Summary: Scroll position not preserved on child order change (was: Scroll position not preserved on child order change using DOM El)

Comment 8 by tkent@chromium.org, Jun 8 2017

> advise if the above situation is possible with Node.appendNode, prepend, replaceNode, insertBefore etc. 

Though I don't have a concrete idea, it's possible that DOM mutation code unexpectedly triggers force layout in the middle of a mutation.


I have a similar problem, a library that i am developing is trying to accomplish a virtual scrolling tree view. But the scroll position(aka scrollTop) keep changing unexpectedly, when there are some of children nodes removed and added. See the question link https://stackoverflow.com/questions/44995749/weird-scroll-behavior-in-latest-blink-included-browsers-like-chrome-opera and the demo link https://embed.plnkr.co/GpQBZsguhZZOQWWbZnqI/
a keypoint is only blink-series browsers have this problem. Firefox, and edge work fine. Even some old version browsers work fine, but i don't know their version, coz they are some shelled browsers from Chinese company, like UC browsers, 360 se.
> Though I don't have a concrete idea, it's possible that DOM mutation code unexpectedly triggers force layout in the middle of a mutation.

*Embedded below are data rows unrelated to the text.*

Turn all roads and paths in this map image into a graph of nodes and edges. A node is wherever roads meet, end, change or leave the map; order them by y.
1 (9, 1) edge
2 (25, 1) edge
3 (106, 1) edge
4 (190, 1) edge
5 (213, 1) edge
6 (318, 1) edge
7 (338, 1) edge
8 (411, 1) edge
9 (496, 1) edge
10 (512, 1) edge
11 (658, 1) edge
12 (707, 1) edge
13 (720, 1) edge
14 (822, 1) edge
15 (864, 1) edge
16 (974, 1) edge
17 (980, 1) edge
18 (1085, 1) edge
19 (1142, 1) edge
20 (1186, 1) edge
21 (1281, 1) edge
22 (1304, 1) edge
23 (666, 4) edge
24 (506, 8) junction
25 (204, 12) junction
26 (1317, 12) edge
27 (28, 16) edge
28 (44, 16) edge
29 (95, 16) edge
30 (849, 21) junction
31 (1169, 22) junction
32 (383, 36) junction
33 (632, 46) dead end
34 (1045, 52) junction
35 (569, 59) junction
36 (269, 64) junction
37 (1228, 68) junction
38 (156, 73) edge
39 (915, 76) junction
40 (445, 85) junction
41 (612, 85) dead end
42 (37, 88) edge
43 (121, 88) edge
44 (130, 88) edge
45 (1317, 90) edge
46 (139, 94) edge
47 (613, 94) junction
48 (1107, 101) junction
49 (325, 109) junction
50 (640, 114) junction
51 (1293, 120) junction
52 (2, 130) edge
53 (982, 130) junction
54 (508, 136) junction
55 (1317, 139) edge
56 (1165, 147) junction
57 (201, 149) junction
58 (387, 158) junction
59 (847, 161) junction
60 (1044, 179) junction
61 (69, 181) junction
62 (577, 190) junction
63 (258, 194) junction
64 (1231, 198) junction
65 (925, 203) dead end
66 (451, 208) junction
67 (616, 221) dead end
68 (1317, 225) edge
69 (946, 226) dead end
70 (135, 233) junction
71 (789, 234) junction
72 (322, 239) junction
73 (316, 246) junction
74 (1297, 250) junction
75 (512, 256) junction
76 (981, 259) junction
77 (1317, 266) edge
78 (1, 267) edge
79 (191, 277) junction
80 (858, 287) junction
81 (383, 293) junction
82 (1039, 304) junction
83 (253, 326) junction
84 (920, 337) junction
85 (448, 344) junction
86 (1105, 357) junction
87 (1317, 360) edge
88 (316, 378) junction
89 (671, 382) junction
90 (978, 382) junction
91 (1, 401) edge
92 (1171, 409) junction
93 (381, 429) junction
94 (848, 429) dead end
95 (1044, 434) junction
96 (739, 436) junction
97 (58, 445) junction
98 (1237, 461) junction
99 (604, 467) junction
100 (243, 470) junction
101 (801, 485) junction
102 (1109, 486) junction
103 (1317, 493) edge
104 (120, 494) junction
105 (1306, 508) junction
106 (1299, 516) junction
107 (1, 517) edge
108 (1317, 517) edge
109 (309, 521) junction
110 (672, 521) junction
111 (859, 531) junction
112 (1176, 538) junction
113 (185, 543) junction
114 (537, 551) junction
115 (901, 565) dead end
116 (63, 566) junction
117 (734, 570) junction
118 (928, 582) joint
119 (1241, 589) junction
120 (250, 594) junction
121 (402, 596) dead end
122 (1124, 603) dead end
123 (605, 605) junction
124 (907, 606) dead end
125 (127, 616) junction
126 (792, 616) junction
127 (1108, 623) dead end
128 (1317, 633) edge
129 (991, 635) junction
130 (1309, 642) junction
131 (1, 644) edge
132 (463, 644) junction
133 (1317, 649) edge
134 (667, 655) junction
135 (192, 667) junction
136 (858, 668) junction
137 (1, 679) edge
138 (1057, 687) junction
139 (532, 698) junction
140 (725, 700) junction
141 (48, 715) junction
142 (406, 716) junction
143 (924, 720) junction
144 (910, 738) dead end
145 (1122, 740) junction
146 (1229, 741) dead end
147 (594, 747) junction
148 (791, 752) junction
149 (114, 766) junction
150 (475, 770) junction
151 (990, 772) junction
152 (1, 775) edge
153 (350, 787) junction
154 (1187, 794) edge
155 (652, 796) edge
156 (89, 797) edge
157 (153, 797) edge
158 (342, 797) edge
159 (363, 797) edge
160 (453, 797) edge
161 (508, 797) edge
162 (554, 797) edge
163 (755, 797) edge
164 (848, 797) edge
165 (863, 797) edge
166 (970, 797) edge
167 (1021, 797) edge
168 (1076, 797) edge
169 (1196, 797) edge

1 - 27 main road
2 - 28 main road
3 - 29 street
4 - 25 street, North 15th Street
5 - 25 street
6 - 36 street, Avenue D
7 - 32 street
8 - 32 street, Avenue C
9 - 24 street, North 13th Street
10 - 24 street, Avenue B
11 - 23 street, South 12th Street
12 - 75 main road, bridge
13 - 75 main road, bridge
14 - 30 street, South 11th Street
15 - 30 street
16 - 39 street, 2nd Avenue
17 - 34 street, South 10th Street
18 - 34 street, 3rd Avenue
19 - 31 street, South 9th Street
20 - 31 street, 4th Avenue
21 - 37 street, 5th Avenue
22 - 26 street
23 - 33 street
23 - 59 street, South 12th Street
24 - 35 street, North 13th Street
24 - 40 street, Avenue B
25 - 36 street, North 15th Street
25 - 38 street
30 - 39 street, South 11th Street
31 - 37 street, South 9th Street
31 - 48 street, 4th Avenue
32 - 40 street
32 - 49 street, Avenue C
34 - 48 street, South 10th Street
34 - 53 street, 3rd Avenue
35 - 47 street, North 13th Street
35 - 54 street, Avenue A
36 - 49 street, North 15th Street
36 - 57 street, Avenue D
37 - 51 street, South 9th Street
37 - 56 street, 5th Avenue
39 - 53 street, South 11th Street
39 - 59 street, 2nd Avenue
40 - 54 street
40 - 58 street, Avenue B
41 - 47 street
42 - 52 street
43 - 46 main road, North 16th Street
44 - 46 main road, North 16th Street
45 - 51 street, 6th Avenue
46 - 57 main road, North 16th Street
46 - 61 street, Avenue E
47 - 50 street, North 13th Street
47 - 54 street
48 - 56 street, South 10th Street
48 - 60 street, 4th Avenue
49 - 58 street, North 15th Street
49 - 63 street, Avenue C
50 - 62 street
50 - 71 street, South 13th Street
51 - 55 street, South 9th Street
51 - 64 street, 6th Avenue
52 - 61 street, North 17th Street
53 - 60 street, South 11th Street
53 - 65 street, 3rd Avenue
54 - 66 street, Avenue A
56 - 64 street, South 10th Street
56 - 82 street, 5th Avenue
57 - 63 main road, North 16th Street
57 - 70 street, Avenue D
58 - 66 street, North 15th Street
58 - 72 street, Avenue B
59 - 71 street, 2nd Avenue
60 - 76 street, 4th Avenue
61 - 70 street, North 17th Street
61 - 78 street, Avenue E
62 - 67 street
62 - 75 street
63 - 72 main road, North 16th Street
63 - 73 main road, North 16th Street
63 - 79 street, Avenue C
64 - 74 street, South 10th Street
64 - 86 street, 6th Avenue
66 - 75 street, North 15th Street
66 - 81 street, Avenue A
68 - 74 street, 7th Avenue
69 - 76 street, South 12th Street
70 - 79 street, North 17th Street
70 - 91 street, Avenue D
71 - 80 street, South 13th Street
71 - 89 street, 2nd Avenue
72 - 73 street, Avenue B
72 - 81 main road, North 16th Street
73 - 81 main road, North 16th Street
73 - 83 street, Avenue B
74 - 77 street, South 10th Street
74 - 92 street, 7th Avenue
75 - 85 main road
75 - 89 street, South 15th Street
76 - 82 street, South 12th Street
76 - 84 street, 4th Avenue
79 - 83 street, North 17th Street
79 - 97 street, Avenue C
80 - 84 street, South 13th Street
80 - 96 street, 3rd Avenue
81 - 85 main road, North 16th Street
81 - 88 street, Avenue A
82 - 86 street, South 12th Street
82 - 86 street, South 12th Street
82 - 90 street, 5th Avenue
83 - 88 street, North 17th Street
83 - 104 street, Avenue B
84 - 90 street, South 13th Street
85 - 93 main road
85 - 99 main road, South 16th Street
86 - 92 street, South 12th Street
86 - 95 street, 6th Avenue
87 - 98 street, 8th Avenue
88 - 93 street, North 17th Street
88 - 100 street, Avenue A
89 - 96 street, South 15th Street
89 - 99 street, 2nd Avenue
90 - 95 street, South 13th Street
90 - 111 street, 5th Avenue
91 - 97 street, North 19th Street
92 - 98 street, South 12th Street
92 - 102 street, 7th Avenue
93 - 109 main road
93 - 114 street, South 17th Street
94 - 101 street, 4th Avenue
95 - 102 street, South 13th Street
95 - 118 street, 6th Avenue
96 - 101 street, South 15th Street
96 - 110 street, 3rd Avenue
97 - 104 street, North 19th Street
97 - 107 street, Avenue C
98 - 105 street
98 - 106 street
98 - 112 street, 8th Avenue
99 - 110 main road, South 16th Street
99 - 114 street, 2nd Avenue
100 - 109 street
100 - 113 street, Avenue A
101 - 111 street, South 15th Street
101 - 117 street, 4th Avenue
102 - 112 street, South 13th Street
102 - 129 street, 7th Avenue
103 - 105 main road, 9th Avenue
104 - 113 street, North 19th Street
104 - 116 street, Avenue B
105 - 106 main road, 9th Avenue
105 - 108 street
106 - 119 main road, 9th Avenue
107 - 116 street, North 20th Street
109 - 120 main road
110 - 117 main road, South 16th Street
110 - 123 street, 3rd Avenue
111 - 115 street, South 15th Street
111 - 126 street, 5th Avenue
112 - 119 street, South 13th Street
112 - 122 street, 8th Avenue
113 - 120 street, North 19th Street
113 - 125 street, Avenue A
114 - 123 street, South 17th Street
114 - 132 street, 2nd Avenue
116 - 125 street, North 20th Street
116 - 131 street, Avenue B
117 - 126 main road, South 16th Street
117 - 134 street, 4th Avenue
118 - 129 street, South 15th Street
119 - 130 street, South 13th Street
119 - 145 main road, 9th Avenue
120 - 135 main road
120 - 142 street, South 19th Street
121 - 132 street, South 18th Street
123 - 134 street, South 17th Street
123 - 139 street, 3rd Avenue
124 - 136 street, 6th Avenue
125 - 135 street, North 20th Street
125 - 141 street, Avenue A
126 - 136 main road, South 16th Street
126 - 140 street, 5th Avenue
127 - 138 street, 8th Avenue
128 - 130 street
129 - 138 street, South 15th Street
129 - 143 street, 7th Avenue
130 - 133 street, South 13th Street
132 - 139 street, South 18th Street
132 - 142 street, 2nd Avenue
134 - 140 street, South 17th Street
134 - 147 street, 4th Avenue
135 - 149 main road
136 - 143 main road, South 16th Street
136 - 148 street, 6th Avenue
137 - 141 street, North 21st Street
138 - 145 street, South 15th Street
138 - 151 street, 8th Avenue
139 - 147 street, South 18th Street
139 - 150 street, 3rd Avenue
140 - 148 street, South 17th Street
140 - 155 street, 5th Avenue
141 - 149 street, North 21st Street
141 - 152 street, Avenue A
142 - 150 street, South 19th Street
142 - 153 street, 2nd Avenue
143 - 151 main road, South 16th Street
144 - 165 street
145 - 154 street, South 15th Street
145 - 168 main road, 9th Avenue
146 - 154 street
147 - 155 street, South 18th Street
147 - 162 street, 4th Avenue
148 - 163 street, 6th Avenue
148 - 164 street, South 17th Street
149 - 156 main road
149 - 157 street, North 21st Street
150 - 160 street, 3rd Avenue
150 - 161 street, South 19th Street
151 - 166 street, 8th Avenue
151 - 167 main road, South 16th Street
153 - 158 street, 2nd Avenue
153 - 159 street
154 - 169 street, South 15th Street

I find out if i call `getBoundingRect` will trigger force layout.

Comment 12 by bokan@chromium.org, Jul 31 2017

Re 9/10/11: Assuming scroll anchoring is getting in your way here. In your case, since you're manually managing the scroll offset I think you'll probably want to disable anchoring with the `overflow-anchor` property (see: https://wicg.github.io/ScrollAnchoring/#exclusion-api). 
skobes@ are there any further actions for this bug?
Status: WontFix (was: Assigned)
Comment #12 is correct, this behavior is caused by scroll anchoring.  The flow is:

1. "Elem 1" div is reordered to come after "Elem 2" in the DOM, triggering layout.
2. Before the layout, ScrollAnchor walks the DOM and finds "Elem 2" to anchor to.
3. The layout moves "Elem 2" to the top.
4. ScrollAnchor adjusts the scroll position to follow "Elem 2".

The slightly weird thing here is that we compute the anchor node after the DOM change and not before.  This is the "performance optimization" mentioned in section 2.1 of the scroll anchoring spec, which wasn't supposed to have observable side effects.  If we computed the anchor node before the DOM change, we would anchor to "Elem 1" instead.

Unfortunately it's too expensive to recompute the anchor node after every scroll event, or before every DOM change.  And even if we could it would be of questionable benefit as scrollers that reorder their DOM elements would still see scroll anchoring adjustments (in this case "Elem 1" moves the same distance, but in the opposite direction) and likely want to set overflow-anchor: none.